• _Entries provided_
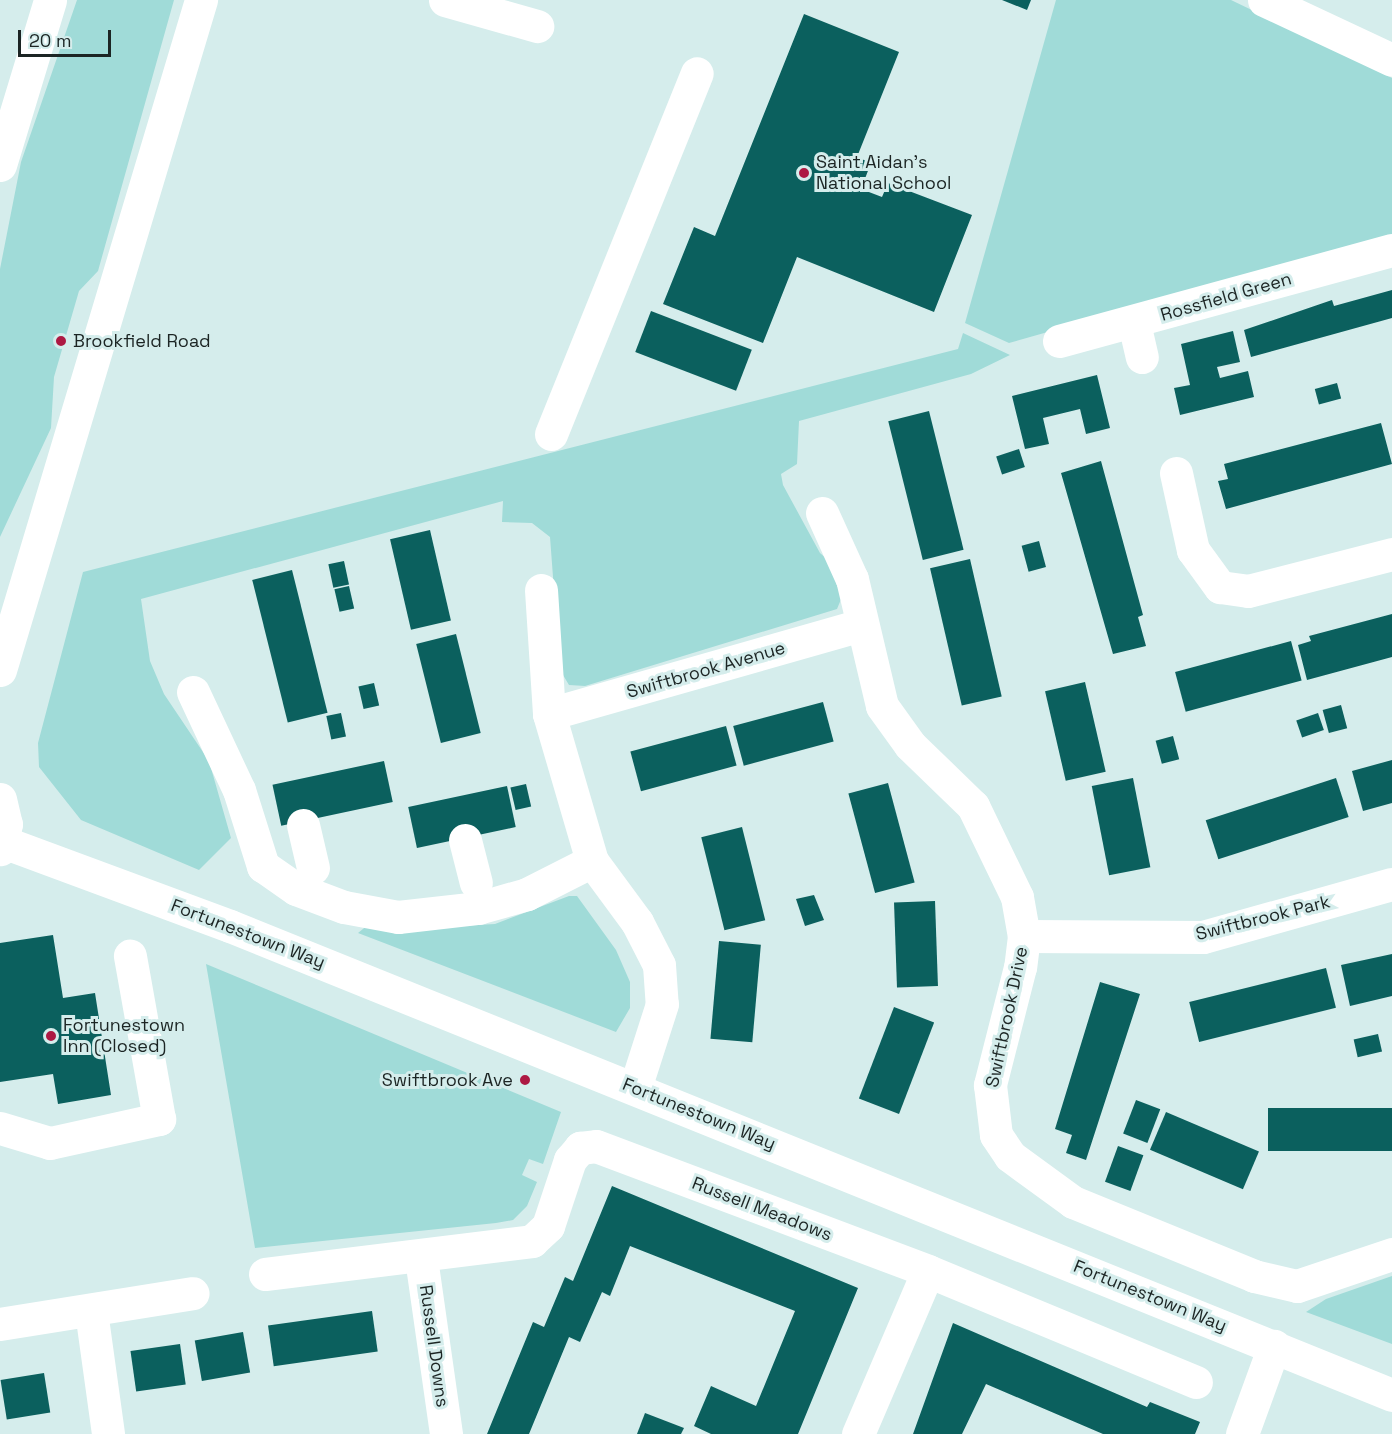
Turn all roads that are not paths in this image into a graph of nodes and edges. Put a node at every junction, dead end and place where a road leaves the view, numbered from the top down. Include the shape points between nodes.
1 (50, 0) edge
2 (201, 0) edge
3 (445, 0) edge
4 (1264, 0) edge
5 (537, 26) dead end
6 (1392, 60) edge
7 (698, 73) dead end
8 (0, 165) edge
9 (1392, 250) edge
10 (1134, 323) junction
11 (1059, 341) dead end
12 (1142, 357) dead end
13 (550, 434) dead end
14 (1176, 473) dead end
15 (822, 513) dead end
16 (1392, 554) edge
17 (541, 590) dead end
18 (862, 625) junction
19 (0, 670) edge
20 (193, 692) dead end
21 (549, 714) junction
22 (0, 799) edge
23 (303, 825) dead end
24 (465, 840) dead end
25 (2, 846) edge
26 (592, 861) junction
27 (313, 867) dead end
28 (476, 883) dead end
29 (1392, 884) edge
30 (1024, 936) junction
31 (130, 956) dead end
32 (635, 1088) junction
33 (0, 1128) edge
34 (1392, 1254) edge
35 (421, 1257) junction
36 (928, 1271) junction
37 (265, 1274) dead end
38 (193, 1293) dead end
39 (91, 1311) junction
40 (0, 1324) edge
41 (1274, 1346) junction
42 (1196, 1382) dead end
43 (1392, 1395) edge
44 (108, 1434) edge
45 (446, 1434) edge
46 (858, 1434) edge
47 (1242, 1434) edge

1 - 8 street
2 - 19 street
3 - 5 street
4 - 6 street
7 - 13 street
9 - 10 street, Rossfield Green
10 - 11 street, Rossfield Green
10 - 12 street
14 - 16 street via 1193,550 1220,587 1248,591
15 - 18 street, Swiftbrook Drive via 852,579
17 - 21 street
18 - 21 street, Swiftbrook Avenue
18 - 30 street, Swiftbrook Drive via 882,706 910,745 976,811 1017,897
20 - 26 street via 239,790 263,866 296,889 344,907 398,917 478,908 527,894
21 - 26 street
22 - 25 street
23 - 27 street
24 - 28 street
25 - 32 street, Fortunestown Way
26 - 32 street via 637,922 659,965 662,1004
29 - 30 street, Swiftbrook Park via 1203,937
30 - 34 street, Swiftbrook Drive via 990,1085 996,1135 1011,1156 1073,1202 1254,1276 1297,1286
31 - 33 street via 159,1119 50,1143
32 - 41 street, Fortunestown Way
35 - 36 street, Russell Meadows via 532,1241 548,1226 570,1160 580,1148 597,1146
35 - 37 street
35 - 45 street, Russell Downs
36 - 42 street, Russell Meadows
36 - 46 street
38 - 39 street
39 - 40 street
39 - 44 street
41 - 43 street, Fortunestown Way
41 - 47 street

• _Task item_
Scan the entries above for the string "Drive" and copy each line containing it.

• _Your response_
15 - 18 street, Swiftbrook Drive via 852,579
18 - 30 street, Swiftbrook Drive via 882,706 910,745 976,811 1017,897
30 - 34 street, Swiftbrook Drive via 990,1085 996,1135 1011,1156 1073,1202 1254,1276 1297,1286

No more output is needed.